I'm not sure whether I would keep the Fit. Both my Fit and my GF's Civic are paid off. I have never owned a truck as I've never had the need and I don't particularly enjoy spending money on vehicles, but I think it's time for a truck. I vowed I wouldn't buy a truck until I required one and it's getting to the point where once a week I wish I had a truck. Working out of a small car is very awkward and limiting. Clients are also sceptical until they see the trailer. I thought they would find it impressive that we try to be economical, but I find most clients question the lack of traditional gas guzzlers. 

I've researched a few options and I think the best bang for my buck is something like a 2011-2012 Ford F150 XLT with the 5.0L or the 3.5L eco boost. If I keep the Honda Fit I'll probably get a bare bones two seater work truck but if I sell the Fit I would like something suited to the occasional road trip and seating for five. I would need a regular box, so an extended cab is as big as I want to go. I'm a tall guy, but historically I've driven the smallest car possible (Honda Fit, VW golf, etc.) and I don't want to buy more more truck than I require, but I would like to enjoy the purchase if I go ahead with it.

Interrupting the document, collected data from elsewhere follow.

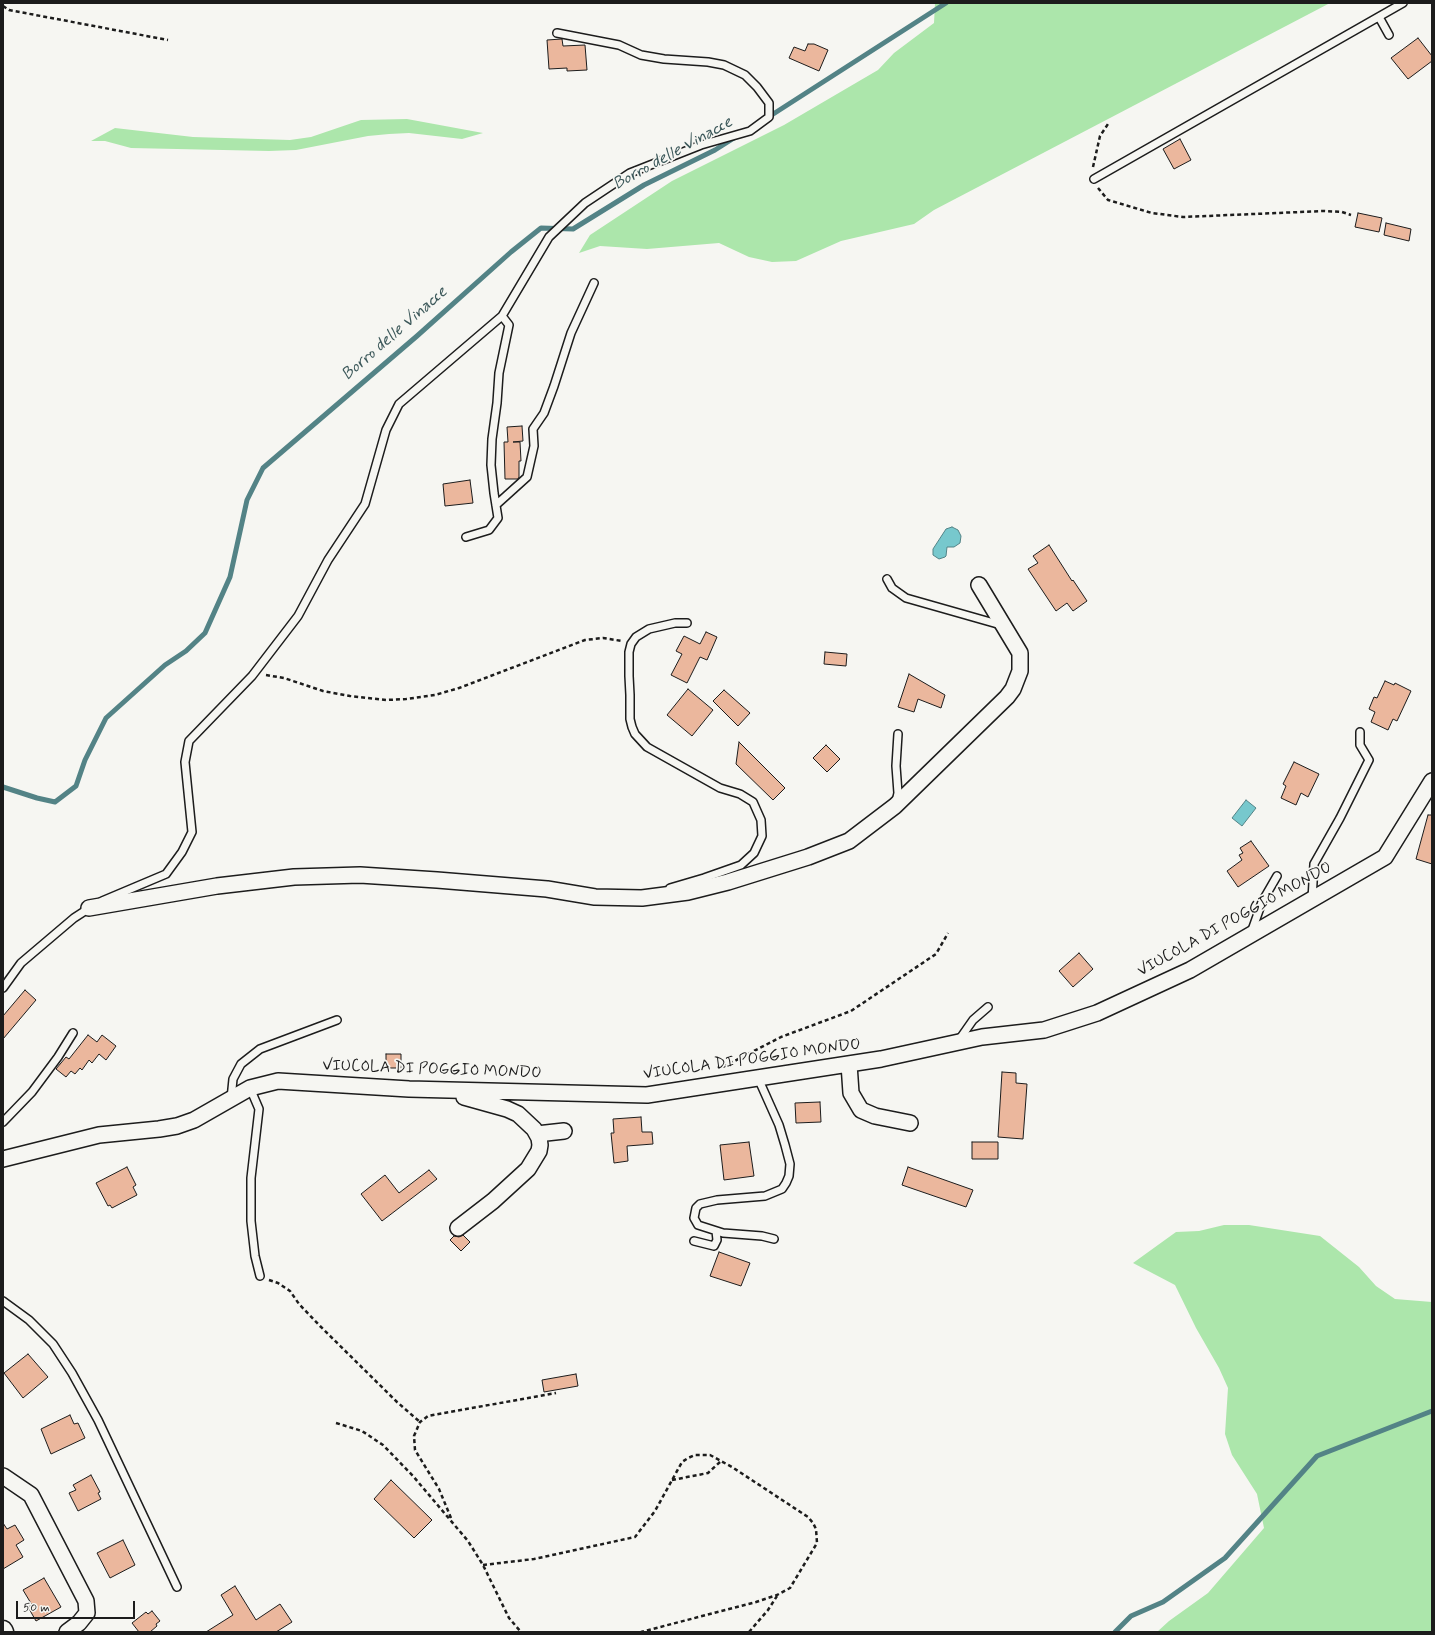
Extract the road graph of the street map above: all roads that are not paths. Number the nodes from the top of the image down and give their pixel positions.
1 (1403, 3) edge
2 (1379, 18) junction
3 (557, 33) dead end
4 (1389, 35) dead end
5 (1094, 179) road end
6 (594, 283) dead end
7 (502, 316) junction
8 (496, 505) junction
9 (466, 537) dead end
10 (887, 579) dead end
11 (979, 585) dead end
12 (687, 623) dead end
13 (1002, 625) junction
14 (1360, 732) dead end
15 (898, 734) dead end
16 (1432, 781) edge
17 (895, 806) junction
18 (1277, 876) dead end
19 (618, 898) junction
20 (1312, 900) junction
21 (89, 908) junction
22 (1250, 935) junction
23 (3, 988) edge
24 (988, 1007) dead end
25 (337, 1020) dead end
26 (72, 1033) dead end
27 (958, 1042) junction
28 (849, 1064) junction
29 (758, 1078) junction
30 (250, 1088) junction
31 (423, 1090) junction
32 (231, 1099) junction
33 (3, 1122) edge
34 (910, 1123) dead end
35 (564, 1131) dead end
36 (537, 1134) junction
37 (3, 1159) edge
38 (458, 1228) dead end
39 (716, 1231) junction
40 (774, 1239) dead end
41 (694, 1241) dead end
42 (260, 1276) road end
43 (3, 1301) edge
44 (3, 1476) edge
45 (177, 1587) dead end
46 (67, 1632) edge

1 - 2 lane
2 - 4 lane
2 - 5 lane
3 - 7 lane
6 - 8 lane
7 - 8 lane
7 - 21 lane
8 - 9 lane
10 - 13 lane
11 - 13 street
12 - 19 lane
13 - 17 street
14 - 20 lane
15 - 17 lane
16 - 20 street, VIUCOLA DI POGGIO MONDO
17 - 19 street
18 - 22 lane
19 - 21 street
20 - 22 street, VIUCOLA DI POGGIO MONDO
21 - 23 lane
22 - 27 street, VIUCOLA DI POGGIO MONDO
24 - 27 lane
25 - 32 lane
26 - 33 lane
27 - 28 street, VIUCOLA DI POGGIO MONDO
28 - 29 street, VIUCOLA DI POGGIO MONDO
28 - 34 street
29 - 31 street, VIUCOLA DI POGGIO MONDO
29 - 39 lane
30 - 31 street, VIUCOLA DI POGGIO MONDO
30 - 32 street, VIUCOLA DI POGGIO MONDO
30 - 42 lane
31 - 36 street
32 - 37 street, VIUCOLA DI POGGIO MONDO
35 - 36 street
36 - 38 street
39 - 40 lane
39 - 41 lane
43 - 45 lane
44 - 46 street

This is what I'm currently paying for the Fit:
2009 Honda Fit, 45,000km, Approx. Value: $8000
Monthly payment: $0
Monthly insurance: $95
Gas: $45 per 500km
Maintenance: $650 per year

If I get a 2012 Ford F150, 100,000km, Approx value: $15,000
Payments: $366/month for 4 years
Monthly insurance: $140
Gas: $120 per 500km
Maintenance: $1000 per year


I've estimated the truck costs but I think I'm looking at additional yearly costs of approximately $4000 plus the car payments totalling $4400/yr . If I keep the Fit and get a work truck the cost of the truck would be around $15k. If I sell the Fit and buy the fancier truck it'll still cost me around $15k but I'll have extra insurance to pay, but lower fuel costs as I'd drive the Fit day to day. I think having the Fit and a work truck would cost me about the same as a daily driver truck over a year.

To be honest the only cost that bothers me is the additional fuel costs. 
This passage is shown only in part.